In his contribution, Brito Bastos suggests reviewing the information request in the Member State of the requesting authority, while assigning the review of the information order (and penalties in case of non-compliance) to the Courts of the requested authority’s own Member State, as a viable alternative that might be more respectful with the principle of territoriality.
According to Brito Bastos, this does not appear to be an entirely unreasonable solution given that,in État luxembourgeois v L, the Court itself suggests that the requested authority bears significant responsibility for the observance of procedural requirements.
6. Conclusion
The multi-level system of tax governance poses several challenges in terms of effective judicial protection and for the EU constitutional order as a whole.
While the OECD’s notion of foreseeable relevance should be considered at the European Union level to align EU tax law to globally recognised standards, it is clear that the European Union, as a supranational body with its own legal system, has to regulate the notion of foreseeable relevance for tax purposes respecting its core values and fundamental rights.
This idiosyncratic nature of the EU legal order challenges the direct adaptation of the OECD’s guidelines regarding transparency and administrative cooperation on tax matters and at the same time it brings to the fore the importance of Article 47 of the EU Charter a point of reference to delimit the protection granted to taxpayers and information holders within exchange of information procedures.

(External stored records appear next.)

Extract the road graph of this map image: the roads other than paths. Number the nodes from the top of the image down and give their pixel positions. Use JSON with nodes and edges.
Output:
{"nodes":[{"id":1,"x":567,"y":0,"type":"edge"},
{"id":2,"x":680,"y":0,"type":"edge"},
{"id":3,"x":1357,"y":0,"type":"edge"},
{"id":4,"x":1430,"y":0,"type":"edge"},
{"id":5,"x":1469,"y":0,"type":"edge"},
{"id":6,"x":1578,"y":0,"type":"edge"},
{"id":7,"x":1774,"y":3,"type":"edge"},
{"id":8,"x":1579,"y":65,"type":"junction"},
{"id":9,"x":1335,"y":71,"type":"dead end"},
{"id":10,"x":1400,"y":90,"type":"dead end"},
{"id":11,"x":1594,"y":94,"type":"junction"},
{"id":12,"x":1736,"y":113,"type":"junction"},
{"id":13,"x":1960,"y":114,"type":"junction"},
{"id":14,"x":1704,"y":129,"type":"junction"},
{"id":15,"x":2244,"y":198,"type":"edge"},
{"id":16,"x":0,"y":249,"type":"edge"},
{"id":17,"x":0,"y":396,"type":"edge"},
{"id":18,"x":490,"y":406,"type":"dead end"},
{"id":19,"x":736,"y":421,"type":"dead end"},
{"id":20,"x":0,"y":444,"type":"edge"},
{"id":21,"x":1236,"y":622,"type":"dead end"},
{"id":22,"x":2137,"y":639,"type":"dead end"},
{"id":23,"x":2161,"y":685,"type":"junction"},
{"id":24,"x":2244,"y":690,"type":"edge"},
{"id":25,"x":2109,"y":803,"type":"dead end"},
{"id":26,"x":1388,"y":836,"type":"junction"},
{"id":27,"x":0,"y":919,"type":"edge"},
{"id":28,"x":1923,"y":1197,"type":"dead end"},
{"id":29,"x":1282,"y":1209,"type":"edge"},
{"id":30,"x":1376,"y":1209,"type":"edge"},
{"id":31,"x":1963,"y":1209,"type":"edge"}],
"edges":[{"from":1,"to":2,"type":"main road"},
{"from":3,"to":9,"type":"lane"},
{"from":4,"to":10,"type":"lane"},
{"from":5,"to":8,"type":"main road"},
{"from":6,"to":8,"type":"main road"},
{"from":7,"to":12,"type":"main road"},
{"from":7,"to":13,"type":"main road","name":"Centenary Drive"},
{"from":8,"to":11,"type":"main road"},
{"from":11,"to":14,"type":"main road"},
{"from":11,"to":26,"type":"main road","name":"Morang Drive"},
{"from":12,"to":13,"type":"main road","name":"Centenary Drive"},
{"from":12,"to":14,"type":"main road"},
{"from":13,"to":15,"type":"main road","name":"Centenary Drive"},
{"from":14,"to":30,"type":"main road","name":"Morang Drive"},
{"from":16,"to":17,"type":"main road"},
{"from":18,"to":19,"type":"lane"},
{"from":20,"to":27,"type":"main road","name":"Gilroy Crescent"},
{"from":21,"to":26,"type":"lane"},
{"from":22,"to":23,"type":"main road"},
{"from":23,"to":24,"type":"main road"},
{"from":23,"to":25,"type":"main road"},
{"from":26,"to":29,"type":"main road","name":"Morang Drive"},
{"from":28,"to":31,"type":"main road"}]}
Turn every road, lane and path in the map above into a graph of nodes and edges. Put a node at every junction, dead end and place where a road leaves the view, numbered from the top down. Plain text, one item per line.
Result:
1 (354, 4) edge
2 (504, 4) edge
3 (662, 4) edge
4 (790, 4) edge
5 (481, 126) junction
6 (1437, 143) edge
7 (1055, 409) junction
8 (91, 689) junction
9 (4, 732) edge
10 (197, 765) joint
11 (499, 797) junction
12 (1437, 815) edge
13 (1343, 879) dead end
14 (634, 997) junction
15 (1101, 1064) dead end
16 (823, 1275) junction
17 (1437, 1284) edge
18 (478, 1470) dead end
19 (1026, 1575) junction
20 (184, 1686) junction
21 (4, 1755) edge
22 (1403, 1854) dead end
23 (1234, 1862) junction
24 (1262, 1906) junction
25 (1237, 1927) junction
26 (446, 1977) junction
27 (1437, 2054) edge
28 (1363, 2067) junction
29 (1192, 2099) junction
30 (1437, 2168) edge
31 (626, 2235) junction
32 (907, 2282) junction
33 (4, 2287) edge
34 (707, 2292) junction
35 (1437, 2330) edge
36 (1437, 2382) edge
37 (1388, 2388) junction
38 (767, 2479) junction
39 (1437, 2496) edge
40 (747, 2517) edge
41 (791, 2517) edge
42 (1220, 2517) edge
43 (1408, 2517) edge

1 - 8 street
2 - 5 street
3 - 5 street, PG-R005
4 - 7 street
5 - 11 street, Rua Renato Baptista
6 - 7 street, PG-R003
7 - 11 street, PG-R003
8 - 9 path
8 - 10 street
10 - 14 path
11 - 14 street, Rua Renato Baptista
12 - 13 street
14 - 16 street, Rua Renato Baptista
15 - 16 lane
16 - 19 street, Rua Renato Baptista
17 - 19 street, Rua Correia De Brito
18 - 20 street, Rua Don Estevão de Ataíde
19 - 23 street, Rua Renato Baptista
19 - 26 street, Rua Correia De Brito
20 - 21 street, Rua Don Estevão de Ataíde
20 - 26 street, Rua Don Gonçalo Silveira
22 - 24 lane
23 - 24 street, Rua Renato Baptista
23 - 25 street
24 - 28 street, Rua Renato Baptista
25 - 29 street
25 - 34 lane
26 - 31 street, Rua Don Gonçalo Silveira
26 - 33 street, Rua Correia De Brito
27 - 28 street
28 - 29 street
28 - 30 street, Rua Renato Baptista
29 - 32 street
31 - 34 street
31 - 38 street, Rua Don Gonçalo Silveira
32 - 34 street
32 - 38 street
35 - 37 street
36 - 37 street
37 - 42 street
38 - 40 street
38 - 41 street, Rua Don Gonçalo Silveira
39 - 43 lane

However, notwithstanding the consolidation of Article 47, there is still room for improvement to guarantee a sufficient protection for taxpayers’ rights in mutual assistance procedures. One step in the correct direction would be the right to an ex-ante protection, which would provide a better supervision of the relevance for the information to be exchanged. Finally, Article 47 might still need to give way to the principle of territoriality in information exchange procedures to ensure a sufficient protection of the national constitutional frameworks. Where to find the correct balance is an exercise which the Court will certainly be called to perform in the near future.
Posted by Mariolina Eliantonio and Marina Serrat Romaní (Maastricht University)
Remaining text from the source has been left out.